- SUPPLIED RECORDS
*****
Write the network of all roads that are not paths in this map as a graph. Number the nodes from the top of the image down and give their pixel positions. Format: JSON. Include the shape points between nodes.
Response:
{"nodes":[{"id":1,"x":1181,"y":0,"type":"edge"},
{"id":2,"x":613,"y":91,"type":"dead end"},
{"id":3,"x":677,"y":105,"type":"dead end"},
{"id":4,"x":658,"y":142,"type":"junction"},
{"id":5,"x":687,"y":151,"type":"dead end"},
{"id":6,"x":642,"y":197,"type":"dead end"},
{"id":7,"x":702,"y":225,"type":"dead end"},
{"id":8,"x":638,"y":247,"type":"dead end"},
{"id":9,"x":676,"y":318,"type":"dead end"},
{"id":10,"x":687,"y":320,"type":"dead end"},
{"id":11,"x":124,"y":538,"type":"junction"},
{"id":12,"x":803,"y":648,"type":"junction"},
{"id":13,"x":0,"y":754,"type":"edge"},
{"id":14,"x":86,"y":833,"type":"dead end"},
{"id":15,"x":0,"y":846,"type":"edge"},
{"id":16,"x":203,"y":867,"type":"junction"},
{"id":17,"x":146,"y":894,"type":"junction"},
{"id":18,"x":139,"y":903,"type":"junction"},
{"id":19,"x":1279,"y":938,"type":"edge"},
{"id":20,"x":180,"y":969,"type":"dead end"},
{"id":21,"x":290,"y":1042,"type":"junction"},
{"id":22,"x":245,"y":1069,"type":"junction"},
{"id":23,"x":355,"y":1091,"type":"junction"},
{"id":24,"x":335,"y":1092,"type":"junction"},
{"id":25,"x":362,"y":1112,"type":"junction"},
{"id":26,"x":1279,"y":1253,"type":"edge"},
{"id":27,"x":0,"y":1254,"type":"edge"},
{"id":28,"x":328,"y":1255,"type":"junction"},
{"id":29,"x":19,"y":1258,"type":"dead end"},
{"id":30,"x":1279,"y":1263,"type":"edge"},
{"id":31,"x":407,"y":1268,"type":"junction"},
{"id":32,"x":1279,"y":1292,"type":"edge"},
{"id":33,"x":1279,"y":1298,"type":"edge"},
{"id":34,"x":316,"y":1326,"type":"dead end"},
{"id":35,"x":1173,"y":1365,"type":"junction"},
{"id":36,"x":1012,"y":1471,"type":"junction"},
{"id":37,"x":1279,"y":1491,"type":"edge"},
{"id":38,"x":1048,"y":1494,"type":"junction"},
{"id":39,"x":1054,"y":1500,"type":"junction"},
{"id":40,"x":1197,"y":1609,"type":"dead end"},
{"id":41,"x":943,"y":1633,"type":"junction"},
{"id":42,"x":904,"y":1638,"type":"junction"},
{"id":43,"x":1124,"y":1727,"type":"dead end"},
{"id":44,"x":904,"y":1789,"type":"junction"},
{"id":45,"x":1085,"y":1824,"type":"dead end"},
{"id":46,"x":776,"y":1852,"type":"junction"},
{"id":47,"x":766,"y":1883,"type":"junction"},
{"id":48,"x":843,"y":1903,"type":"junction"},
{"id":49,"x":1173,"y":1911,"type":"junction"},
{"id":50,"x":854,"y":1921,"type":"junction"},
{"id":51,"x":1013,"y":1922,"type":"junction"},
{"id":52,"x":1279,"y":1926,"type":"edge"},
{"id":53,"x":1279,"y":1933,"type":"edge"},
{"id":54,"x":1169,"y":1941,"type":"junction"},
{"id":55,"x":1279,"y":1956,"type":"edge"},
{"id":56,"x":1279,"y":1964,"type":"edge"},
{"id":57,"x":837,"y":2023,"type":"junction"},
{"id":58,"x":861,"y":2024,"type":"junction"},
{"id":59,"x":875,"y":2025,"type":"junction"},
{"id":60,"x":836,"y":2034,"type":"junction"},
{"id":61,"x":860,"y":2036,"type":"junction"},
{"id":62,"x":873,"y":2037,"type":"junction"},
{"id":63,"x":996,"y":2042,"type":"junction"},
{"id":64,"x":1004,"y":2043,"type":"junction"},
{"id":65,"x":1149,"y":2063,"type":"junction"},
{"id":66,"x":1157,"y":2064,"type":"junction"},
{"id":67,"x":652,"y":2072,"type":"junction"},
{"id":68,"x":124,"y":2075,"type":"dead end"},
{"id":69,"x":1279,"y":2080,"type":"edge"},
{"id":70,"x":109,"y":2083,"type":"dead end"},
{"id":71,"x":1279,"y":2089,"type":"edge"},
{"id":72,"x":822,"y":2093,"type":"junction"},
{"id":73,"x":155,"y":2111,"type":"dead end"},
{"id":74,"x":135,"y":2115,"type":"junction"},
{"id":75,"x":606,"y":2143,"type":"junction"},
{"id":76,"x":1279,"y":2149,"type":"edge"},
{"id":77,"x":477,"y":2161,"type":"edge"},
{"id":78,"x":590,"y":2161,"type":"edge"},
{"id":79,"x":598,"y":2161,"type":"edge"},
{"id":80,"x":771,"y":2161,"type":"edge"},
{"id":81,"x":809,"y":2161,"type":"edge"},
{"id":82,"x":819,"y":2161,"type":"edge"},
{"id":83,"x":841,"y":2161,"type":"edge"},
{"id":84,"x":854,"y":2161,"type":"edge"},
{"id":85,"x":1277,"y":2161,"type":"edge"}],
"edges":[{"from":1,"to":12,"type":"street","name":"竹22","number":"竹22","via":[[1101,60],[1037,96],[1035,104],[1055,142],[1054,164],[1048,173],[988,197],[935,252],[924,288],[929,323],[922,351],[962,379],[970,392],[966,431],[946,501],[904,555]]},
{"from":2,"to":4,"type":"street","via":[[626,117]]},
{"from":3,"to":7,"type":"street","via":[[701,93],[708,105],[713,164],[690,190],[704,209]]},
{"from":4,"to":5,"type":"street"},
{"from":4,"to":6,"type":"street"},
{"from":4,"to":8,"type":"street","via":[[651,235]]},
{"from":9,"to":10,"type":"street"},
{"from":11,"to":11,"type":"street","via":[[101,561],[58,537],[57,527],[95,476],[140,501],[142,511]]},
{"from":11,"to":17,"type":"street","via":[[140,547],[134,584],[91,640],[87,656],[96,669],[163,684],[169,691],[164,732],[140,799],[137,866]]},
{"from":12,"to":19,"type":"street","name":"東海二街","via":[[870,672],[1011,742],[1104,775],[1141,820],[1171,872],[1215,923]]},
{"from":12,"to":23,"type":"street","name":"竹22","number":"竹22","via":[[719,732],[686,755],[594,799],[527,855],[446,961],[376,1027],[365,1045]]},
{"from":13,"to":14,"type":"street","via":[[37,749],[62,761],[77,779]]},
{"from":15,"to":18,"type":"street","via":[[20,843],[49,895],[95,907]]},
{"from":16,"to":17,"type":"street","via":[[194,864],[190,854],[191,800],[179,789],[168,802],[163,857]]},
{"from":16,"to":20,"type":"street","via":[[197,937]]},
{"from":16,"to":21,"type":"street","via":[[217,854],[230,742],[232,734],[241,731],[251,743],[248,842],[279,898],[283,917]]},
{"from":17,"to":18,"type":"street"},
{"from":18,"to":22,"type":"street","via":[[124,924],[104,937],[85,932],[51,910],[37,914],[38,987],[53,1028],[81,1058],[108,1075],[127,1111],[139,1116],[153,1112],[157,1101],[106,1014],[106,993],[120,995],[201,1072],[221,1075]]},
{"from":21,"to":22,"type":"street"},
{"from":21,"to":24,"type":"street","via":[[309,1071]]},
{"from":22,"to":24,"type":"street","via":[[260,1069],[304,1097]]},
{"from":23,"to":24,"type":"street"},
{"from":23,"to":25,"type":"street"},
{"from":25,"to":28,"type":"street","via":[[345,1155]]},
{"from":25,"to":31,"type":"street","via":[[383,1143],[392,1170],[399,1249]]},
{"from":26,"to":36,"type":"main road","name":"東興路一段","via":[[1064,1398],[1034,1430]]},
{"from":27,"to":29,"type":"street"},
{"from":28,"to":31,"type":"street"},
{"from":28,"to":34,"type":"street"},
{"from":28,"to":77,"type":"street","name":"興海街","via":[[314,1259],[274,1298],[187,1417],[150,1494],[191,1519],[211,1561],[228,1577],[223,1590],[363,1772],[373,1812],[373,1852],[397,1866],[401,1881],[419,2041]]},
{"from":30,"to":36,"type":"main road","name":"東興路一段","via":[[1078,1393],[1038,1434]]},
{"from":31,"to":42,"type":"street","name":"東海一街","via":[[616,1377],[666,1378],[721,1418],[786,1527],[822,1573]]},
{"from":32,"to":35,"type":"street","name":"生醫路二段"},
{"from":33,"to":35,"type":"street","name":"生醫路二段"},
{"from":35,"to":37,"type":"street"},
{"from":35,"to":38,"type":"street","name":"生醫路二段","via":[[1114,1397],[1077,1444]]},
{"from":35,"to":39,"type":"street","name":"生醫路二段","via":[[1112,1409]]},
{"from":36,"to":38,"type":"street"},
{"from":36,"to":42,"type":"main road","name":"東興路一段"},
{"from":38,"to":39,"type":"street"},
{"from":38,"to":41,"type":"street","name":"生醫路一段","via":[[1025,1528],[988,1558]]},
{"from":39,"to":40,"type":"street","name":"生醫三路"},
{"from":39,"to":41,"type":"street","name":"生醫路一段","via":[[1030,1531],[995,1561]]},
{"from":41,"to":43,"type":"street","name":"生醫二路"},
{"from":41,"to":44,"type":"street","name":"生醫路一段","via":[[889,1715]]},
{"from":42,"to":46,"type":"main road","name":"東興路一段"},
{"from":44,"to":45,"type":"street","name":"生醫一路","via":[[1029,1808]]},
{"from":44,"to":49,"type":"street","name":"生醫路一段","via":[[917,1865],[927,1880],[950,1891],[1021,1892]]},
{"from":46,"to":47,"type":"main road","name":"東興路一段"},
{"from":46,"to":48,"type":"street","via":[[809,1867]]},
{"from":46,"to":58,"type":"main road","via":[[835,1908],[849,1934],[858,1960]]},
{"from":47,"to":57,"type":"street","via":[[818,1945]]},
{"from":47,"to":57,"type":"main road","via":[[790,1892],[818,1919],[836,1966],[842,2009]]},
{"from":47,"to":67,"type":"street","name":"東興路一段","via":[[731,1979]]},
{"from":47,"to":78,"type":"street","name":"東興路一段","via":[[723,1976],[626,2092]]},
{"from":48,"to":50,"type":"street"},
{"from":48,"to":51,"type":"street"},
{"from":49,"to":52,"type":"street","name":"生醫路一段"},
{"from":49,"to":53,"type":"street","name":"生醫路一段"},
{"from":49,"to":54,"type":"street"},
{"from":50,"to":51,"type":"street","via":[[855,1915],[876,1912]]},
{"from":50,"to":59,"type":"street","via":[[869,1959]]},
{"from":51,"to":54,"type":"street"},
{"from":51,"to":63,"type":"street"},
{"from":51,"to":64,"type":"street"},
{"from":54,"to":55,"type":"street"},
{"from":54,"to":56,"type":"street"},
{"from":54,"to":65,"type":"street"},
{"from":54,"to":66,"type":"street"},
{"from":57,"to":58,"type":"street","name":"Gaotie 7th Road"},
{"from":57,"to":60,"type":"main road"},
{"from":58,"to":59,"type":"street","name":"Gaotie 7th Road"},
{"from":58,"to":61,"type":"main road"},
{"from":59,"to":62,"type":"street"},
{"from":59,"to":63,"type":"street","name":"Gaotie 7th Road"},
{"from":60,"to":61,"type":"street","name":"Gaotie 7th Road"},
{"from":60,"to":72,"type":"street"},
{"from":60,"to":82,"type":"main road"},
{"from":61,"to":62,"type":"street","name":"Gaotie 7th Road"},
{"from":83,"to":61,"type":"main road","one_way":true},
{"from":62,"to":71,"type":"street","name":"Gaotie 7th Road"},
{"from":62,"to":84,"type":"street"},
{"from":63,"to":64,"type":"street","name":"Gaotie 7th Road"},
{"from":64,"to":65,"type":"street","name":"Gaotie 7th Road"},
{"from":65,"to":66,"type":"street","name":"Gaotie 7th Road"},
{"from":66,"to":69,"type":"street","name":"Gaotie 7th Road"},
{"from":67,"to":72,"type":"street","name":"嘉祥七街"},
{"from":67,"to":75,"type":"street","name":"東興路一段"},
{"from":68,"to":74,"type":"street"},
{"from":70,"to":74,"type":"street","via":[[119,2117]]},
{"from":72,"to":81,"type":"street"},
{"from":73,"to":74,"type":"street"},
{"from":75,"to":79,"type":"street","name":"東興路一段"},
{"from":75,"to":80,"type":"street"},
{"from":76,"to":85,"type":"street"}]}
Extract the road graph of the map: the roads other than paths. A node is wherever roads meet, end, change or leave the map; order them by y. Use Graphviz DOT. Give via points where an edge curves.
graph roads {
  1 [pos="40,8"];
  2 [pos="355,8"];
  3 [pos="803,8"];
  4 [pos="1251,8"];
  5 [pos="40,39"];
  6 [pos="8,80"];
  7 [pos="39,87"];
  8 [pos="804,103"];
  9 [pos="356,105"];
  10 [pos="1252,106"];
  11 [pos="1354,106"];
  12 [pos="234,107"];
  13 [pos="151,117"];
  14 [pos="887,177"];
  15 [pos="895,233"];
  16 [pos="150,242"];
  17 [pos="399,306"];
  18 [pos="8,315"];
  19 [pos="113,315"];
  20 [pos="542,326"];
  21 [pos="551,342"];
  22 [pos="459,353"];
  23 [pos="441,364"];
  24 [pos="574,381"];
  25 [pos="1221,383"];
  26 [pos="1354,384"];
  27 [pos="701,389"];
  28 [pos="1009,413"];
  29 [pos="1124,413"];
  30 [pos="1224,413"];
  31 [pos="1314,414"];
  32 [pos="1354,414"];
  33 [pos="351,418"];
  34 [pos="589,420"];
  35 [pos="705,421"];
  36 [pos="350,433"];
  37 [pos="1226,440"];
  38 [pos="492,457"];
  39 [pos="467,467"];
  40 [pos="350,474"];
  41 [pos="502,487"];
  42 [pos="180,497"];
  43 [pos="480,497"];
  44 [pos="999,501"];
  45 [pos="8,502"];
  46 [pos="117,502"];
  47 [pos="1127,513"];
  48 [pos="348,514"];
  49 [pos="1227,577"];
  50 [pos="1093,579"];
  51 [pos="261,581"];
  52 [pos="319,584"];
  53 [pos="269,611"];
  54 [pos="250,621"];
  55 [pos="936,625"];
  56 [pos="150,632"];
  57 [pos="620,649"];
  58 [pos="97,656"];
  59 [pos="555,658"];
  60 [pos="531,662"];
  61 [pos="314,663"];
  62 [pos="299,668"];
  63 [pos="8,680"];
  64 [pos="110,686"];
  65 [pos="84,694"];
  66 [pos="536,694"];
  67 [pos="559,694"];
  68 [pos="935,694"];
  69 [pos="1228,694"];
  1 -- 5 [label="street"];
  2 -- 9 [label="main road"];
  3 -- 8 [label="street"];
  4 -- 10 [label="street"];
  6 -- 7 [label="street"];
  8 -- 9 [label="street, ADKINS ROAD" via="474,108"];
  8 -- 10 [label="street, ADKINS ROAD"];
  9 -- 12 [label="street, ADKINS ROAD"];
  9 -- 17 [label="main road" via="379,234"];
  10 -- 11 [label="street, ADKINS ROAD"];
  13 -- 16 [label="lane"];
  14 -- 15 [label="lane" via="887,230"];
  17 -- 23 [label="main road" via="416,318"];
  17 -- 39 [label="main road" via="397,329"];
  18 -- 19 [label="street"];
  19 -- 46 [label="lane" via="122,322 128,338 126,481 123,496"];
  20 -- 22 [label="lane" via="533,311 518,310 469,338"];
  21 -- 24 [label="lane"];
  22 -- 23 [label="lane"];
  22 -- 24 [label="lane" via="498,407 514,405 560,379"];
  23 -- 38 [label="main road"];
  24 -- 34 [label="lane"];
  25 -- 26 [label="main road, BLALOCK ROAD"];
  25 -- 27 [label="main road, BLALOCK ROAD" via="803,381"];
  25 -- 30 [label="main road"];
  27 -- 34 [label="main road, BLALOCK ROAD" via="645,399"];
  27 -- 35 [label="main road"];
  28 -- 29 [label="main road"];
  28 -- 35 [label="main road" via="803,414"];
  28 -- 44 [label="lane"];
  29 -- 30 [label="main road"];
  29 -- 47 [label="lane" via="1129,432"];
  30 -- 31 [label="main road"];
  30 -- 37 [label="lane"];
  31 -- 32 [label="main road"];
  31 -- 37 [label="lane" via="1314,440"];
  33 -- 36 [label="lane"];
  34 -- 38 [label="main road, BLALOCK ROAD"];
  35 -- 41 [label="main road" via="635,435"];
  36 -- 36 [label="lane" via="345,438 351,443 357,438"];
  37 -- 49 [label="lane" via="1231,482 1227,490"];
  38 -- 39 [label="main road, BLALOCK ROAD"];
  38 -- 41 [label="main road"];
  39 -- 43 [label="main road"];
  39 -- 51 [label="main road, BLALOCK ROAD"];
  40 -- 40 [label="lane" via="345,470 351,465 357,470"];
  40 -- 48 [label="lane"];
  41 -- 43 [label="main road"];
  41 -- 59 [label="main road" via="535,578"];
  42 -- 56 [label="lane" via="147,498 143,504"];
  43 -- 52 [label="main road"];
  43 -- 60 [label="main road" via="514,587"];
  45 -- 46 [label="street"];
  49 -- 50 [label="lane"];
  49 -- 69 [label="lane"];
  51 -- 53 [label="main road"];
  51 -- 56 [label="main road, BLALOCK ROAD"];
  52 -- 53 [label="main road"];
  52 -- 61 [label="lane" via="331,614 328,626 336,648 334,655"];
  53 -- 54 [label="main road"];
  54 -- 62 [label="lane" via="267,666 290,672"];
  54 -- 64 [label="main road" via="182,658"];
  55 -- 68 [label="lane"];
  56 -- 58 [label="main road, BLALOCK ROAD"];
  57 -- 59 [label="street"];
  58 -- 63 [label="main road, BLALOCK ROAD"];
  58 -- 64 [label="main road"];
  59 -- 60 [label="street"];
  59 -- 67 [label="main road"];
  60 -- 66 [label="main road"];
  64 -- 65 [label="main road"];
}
*****
- INSTRUCTIONS FOR THE TASK
Copy each line from the records above that includes the string "生醫路一段".

- OUTPUT BELOW
{"from":38,"to":41,"type":"street","name":"生醫路一段","via":[[1025,1528],[988,1558]]},
{"from":39,"to":41,"type":"street","name":"生醫路一段","via":[[1030,1531],[995,1561]]},
{"from":41,"to":44,"type":"street","name":"生醫路一段","via":[[889,1715]]},
{"from":44,"to":49,"type":"street","name":"生醫路一段","via":[[917,1865],[927,1880],[950,1891],[1021,1892]]},
{"from":49,"to":52,"type":"street","name":"生醫路一段"},
{"from":49,"to":53,"type":"street","name":"生醫路一段"},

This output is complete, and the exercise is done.